Millions of IT professionals all over the world want to get into the hot field of security, and Metasploit is a great place to start. Metasploit Framework is free, used by more penetration testers than any other tool, and helps you understand security from the attackers perspective. There’s one problem: it’s hard to use Metasploit without vulnerable services to play against.
To help, the Metasploit team has created vulnerable OS images (Metasploitable2 and Metasploitable3), each containing dozens of vulnerable services that a user can cut his/her teeth with. However, these images contain small subset of the thousands of Metasploit modules available for users. You may wonder why we don’t have vulnerable services available for testing and training every module. The reason is simple: it can be very time-consuming and difficult to configure vulnerable services. First, you have to obtain the vulnerable software, and then install, and configure each service. Sometimes, older software is simply unavailable for download, either because it is too old, or because the vendor removed it for security reasons. Depending on the software, setting up even one vulnerable service can take hours, if not days. While Metasploitable VMs makes the job of setting up your first vulnerability lab much easier, it is still not simple.

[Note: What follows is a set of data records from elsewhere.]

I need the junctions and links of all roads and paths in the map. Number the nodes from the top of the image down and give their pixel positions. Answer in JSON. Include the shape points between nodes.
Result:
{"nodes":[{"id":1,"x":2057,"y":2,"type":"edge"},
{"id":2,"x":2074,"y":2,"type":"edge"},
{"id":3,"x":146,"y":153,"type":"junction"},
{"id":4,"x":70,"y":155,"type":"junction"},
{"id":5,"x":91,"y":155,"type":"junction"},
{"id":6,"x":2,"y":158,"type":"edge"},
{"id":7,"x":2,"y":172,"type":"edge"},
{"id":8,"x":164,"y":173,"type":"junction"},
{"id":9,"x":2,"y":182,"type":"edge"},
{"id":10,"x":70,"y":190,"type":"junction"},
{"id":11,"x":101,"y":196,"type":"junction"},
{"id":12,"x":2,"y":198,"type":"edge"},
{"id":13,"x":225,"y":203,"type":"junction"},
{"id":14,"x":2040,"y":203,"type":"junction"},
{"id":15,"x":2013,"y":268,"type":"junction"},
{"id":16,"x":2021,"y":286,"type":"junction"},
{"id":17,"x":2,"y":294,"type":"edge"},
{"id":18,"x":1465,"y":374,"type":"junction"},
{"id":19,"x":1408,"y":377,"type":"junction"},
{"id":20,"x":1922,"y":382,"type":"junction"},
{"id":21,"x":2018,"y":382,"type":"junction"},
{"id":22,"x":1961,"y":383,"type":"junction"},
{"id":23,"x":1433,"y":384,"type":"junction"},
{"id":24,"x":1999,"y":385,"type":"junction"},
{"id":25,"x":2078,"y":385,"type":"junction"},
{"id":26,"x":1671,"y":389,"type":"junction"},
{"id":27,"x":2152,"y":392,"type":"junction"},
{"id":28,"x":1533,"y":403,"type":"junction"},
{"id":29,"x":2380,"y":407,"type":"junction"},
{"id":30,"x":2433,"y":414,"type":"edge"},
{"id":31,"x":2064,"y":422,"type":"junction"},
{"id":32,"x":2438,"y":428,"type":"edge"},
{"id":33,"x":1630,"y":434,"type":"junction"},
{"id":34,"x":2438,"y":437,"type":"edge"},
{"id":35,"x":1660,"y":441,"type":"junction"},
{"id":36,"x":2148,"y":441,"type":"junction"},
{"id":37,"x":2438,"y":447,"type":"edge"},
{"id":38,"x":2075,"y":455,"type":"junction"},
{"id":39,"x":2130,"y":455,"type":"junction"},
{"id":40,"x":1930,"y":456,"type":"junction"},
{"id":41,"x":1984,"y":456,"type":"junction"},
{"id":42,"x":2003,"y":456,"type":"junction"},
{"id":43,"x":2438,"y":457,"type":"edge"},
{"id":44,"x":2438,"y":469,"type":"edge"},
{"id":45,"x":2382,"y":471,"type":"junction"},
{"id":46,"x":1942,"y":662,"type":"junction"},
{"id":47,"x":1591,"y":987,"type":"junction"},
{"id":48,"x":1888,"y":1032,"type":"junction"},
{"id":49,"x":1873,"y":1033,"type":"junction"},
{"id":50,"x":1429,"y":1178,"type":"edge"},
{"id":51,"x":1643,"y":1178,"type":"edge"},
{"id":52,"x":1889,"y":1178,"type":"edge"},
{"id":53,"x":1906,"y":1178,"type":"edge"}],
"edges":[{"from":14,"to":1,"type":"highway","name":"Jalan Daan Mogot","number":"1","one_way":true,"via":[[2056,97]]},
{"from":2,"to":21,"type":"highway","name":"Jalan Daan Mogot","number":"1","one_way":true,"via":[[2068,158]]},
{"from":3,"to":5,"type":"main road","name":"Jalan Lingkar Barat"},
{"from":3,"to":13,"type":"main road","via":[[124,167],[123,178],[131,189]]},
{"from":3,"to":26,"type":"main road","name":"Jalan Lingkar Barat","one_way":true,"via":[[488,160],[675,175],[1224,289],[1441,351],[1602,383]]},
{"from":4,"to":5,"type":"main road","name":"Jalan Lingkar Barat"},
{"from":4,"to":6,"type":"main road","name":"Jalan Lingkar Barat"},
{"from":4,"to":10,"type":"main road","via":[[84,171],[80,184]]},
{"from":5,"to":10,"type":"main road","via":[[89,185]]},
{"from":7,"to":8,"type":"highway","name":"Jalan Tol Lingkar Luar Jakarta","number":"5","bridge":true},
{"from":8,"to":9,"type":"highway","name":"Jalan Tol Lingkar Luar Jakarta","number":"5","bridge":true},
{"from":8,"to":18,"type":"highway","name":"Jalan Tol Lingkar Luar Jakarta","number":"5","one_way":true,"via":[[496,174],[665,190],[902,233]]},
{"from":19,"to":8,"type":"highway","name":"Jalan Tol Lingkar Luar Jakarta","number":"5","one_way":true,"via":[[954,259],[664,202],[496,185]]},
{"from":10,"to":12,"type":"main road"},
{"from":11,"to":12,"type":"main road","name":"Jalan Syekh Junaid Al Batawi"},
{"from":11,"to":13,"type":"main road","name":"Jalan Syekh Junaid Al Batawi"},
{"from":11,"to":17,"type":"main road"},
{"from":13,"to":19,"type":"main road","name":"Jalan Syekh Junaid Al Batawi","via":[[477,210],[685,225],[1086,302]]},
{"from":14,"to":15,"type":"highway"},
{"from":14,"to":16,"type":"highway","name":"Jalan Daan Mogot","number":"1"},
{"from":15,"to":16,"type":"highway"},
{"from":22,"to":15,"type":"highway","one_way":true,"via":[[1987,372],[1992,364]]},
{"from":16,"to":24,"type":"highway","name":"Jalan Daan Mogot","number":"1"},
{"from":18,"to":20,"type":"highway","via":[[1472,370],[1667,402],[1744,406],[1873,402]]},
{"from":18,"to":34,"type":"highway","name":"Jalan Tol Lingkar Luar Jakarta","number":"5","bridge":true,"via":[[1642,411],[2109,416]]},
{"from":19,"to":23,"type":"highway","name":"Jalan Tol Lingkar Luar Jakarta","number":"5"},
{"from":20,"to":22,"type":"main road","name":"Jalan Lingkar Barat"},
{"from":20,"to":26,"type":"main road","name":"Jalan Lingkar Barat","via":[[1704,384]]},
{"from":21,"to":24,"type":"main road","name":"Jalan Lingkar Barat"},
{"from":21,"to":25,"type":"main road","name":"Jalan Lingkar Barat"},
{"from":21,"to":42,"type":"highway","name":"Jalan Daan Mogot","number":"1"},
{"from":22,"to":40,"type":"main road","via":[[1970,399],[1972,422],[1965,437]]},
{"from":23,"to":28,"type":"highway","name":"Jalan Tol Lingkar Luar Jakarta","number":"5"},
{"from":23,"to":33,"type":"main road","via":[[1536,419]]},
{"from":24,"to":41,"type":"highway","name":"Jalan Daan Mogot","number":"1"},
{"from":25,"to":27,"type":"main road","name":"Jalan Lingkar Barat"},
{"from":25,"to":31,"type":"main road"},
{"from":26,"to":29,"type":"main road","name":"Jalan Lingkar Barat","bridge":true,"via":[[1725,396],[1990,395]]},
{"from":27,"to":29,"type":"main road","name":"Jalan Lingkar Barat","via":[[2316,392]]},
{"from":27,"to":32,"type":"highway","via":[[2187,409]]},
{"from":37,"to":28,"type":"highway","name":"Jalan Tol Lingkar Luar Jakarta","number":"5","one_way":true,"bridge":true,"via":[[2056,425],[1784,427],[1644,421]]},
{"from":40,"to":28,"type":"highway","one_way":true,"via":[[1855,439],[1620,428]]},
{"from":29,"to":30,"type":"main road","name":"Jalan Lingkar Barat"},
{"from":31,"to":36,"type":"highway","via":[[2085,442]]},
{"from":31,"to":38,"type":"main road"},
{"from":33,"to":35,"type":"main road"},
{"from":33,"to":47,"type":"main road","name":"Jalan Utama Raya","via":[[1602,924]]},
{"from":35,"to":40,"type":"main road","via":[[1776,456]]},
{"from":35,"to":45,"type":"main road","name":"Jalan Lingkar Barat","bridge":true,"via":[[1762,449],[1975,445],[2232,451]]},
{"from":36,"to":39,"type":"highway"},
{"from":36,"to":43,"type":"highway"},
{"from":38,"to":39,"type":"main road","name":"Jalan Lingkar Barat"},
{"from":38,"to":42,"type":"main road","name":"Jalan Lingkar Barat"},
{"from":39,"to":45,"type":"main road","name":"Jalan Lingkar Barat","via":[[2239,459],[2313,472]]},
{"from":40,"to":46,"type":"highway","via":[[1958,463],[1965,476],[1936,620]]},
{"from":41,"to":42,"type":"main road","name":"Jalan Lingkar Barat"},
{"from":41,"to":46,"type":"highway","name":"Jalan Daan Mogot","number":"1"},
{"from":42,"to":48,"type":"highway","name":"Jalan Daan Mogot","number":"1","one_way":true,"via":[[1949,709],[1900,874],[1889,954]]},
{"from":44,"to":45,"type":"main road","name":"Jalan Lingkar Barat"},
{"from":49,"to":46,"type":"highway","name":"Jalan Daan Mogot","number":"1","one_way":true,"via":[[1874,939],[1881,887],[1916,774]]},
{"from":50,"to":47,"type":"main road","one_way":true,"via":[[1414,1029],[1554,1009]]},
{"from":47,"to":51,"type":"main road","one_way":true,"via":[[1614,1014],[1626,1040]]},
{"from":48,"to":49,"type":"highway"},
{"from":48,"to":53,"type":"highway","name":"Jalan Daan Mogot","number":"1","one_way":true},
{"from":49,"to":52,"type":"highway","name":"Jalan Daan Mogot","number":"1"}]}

We developed the Vulnerable Services Emulator to fill this gap. It is a framework that makes it easy to emulate the vulnerable services for penetration testing purposes. Right now, it emulates over 100 vulnerable services, covering things like compromising credentials, getting a shell from the victim, and more. After going through module exercises, users can learn details about security vulnerabilities and how to test them, and are encouraged to continue to learn and play with Metasploit’s capabilities. It is like a high-interaction honeypot, but specially tuned to be exploitable.
This tool is very easy to install and use. All you need to run it is a working Perl installation for your favorite OS (Windows, Mac or Linux). Directions for installing the tool, which only takes a minute, are on Github page for this project.

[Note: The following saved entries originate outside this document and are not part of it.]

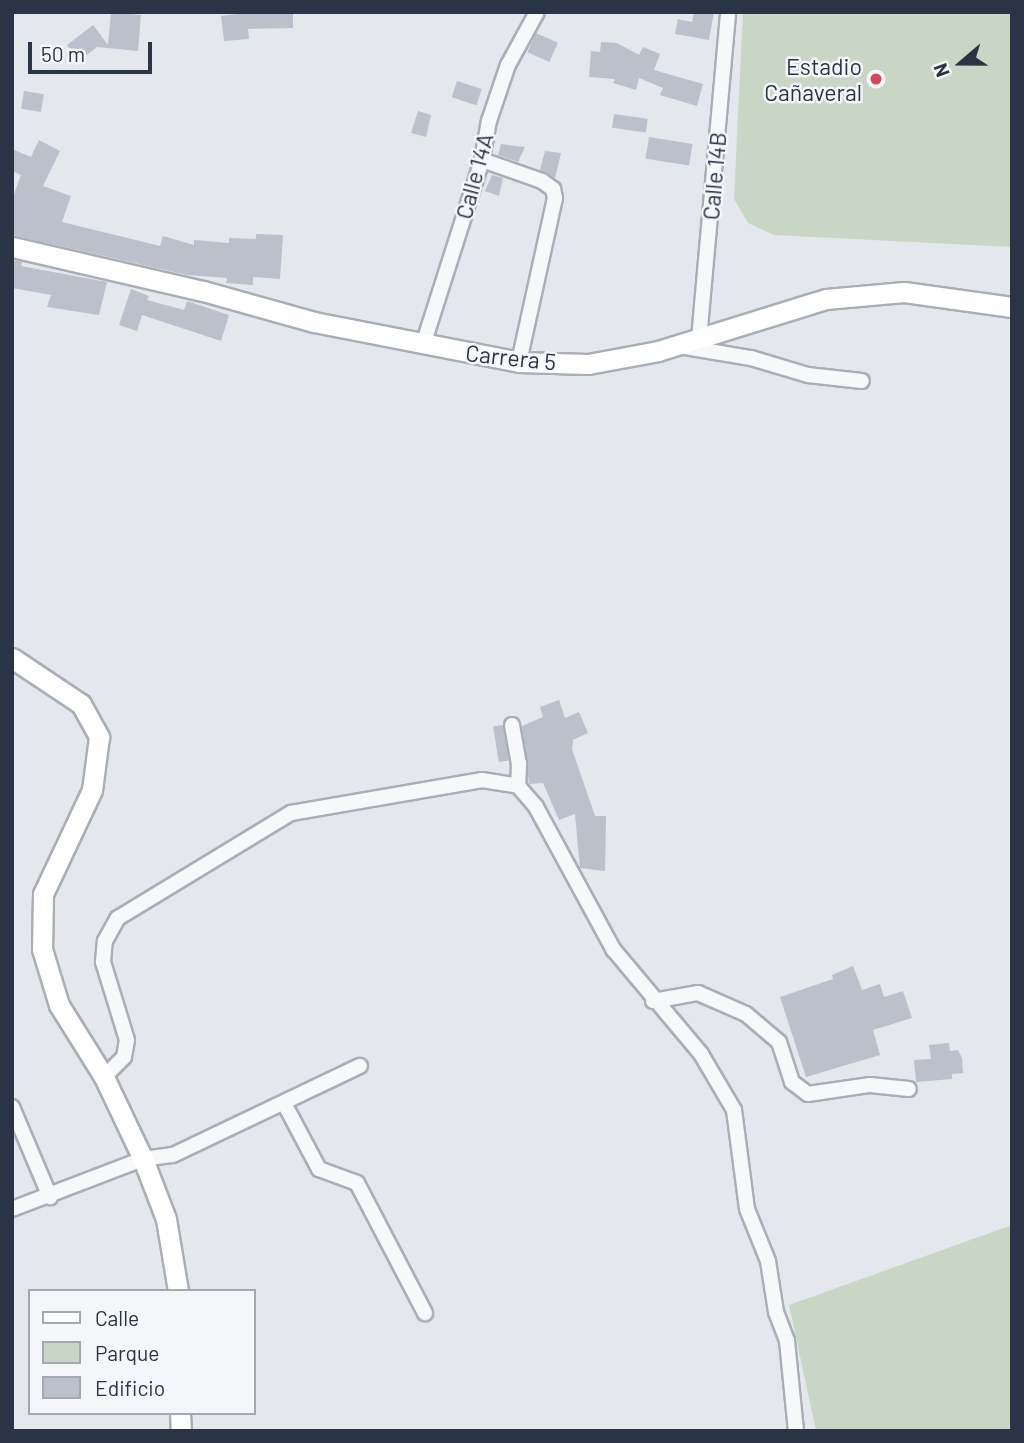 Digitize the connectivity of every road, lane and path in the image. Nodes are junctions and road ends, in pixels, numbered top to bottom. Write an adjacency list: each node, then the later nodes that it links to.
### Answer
1 (537, 12): 3 (street, Calle 14A)
2 (728, 12): 6 (street, Calle 14B)
3 (482, 160): 7 (street, Calle 14A); 9 (street)
4 (12, 247): 7 (main road, Carrera 5)
5 (1012, 307): 6 (main road, Carrera 5)
6 (699, 339): 8 (main road, Carrera 5)
7 (424, 345): 9 (main road, Carrera 5)
8 (674, 346): 9 (main road, Carrera 5); 10 (street)
9 (519, 362)
10 (862, 381)
11 (12, 659): 16 (main road)
12 (512, 725): 13 (street)
13 (517, 786): 14 (street); 16 (street)
14 (653, 1001): 17 (street); 25 (street)
15 (360, 1066): 18 (street)
16 (104, 1077): 20 (main road)
17 (909, 1089)
18 (284, 1103): 20 (street); 24 (street)
19 (12, 1107): 21 (street)
20 (143, 1159): 21 (street); 23 (main road)
21 (50, 1197): 22 (street)
22 (12, 1209)
23 (178, 1289)
24 (425, 1313)
25 (796, 1431)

In addition to learning, the emulator can be used to perform system testing on Metasploit modules themselves, providing feedback to the community on how to make modules more effective. But, the ultimate goal of the project is to help the community learn and make it even easier to get into penetration testing and Metasploit!
Here we are emulating a vulnerable printer service that is targeted by the Metasploit module exploits/windows/iis/ms01_023_printer. The IP address 0.0.0.0 means we will bind to 0.0.0.0, and be accepting connections on any network interface. The default IP to bind is “127.0.0.1” which only connects from the same host. This is more secure when your Metasploit instance is installed on the same server.
Here is the Metasploit configuration, which is configured to target the emulated service. You can see a session is established. Note that the commands are actually executed on the target, so please run this emulator in a safe environment if you don’t want it to be owned ?
That’s pretty easy right? What’s even nicer about this framework how easy it is to develop a new emulated vulnerable service. We know developers have very different preferences on programming languages, so instead of implementing the vulnerable services using a particular language, the framework describes vulnerable service interactions in JSON. It’s not a programming language per se but it has enough logic for service emulation. The following is the description for the vulnerable printer service.
|Simple JSON description on an emulated service|
“desc”: “set payload windows/shell_reverse_tcp”,
[“regex”, “GET http://.*/NULL.printer?”],
[“HTTP/1.1 200 OKrnContent-Length: 0rnrn”, [“action”, [“connect”, “:4444”]]]
In the above JSON code, the most important part is the “seq” section, which represents the sequence of messages used for the exploit. It has an even number of entries (in this case, there are 2 entries). The odd-numbered entries are conditions. When a message comes in, it’s matched against the odd-numbered entries starting from the first; when there is a match, the corresponding even-numbered entries will be the action. Typically, the action involves sending a response. But it can also include an action such as making a new connection (like connecting back as a metepreter session in our case). This makes it easy to emulate vulnerable services and trigger them to set up a connection back to attacker.
At the core of the project, we implemented a framework (an interpreter) to execute the JSON based service description file. The current implementation is in Perl, but you can implement the framework in other programming languages of your choice.
The github project, we will have more technical details on the tool and its usage. It’s our hope that this tool can help you to enjoy a better learning experience in the exciting field of security and eventually become a security professional. Be sure to let us know if you have any feedback!